I wonder if this module section is where you add custom made applications:

LinkedIn Module
LinkedIn Module Info

Well done LinkedIn! I probably spend more time on LinkedIn than any other social networking site. It just seems to be more relevant. I really have taken an effort to find people I used to work with, and I’ve never tried to connect people actively on MySpace or Facebook. I’m interested in what my past co-workers have been up to. There’s also a real value in staying networked, you never know where you might get your next opportunity. Also I’ve received notifications from recruiters (not third party) about positions. (No thanks by the way I love working at Bloglines and Ask.com). But I see very real value in LinkedIn that I don’t really see in Facebook. I can connect to friends via email and blogs and what not and a bunch of meaningless (but fun) widgets made by developers, I don’t need a Facebook. But LinkedIn offers so much more, including a pretext to stay connected with past colleagues.

I’d really like to see more about this new developer platform. I think its exciting and I wouldn’t mind making a ‘lil something for it.

Read More:
LinkedIn Blog: Announcing LinkedIn News, Redesigned Homepage & more
LinkedIn Blog: LinkedIn’s Intelligent Application Platform
Venture Beat: LinkedIn launches platform — a better business social network
TechCrunch: LinkedIn API and New Homepage Drawing Near

Is Maureen Dowd Talking to Herself?

Sunday, December 9th, 2007

The New York Times

Of course she isn’t, however, sometimes it seems that way.

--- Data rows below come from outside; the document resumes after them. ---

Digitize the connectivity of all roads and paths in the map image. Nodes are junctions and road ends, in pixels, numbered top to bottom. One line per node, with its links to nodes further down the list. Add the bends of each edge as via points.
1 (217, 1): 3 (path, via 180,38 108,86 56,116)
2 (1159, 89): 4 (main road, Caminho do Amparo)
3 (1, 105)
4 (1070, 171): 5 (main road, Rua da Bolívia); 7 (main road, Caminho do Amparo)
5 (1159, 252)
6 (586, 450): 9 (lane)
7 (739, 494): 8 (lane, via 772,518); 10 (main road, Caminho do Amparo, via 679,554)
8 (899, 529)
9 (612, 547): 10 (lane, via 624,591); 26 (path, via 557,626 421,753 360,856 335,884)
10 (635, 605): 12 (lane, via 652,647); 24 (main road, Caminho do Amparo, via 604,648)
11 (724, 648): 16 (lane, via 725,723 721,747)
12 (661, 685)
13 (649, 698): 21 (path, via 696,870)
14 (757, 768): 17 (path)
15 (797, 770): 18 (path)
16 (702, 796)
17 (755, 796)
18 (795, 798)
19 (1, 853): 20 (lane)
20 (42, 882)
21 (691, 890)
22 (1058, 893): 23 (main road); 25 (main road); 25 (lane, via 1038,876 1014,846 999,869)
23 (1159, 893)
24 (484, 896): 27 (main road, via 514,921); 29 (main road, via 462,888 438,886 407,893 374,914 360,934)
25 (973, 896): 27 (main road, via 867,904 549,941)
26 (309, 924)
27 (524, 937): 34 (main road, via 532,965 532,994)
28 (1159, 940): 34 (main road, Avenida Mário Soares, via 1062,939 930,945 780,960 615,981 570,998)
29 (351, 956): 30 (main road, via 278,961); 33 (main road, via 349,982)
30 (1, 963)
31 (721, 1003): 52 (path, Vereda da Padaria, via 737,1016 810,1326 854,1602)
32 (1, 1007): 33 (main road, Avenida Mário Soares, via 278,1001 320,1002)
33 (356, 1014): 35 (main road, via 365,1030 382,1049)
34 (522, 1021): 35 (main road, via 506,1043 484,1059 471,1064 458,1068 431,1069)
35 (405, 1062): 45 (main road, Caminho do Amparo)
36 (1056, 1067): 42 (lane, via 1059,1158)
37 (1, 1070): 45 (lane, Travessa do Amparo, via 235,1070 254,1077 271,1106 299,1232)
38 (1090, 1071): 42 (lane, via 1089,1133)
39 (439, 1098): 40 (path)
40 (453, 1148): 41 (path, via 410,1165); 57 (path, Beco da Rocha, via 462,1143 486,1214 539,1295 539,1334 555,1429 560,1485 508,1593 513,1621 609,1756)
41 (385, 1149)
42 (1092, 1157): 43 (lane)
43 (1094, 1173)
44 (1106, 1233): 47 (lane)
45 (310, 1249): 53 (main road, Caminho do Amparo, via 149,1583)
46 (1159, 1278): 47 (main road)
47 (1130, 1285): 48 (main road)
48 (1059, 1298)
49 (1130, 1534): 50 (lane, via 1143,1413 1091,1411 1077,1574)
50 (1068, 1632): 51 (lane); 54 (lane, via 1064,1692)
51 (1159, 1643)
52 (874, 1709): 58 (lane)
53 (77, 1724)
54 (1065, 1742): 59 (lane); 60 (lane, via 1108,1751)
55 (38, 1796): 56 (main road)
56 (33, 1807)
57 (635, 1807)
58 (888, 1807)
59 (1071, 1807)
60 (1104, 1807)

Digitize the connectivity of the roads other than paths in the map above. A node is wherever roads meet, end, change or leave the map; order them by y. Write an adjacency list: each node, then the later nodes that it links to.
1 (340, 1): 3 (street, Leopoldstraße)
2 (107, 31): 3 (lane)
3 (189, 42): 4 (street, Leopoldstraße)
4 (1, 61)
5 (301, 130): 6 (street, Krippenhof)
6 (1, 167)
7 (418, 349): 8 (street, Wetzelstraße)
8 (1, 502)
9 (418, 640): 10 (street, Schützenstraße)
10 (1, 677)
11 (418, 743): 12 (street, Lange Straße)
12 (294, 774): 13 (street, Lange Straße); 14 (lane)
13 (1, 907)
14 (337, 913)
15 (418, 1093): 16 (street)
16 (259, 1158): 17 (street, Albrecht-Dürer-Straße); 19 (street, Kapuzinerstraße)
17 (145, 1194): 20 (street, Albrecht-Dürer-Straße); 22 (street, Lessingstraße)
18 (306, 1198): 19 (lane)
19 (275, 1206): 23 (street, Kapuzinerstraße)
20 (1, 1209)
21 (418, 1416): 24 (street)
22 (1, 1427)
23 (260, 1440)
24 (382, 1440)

You see I wish I could leave comments on online column posts of hers like this one (probably requires registration). I think a lot of us are reading blogs so often, you must agree that it seems strange to go from a blog to a news site based on print that doesn’t allow comments. The New York Times has excellent blogs that do allow comments, but why haven’t they enabled them for other articles? Why can’t I comment on a news article? It all seems so dated. It seems especially bizaare when you come to an article like Dowd’s and it seems like she’s just talking to some kind of invisible audience. Of course she’s widely read, but still the indirectness is…kind of creepy?

While I think The New York Times is one of the few old media companies doing things that ensure their survival, in many ways they’re still having problems. It is time for them to treat the paper product as an ancillary and not the website (even if for now the former makes most of the money).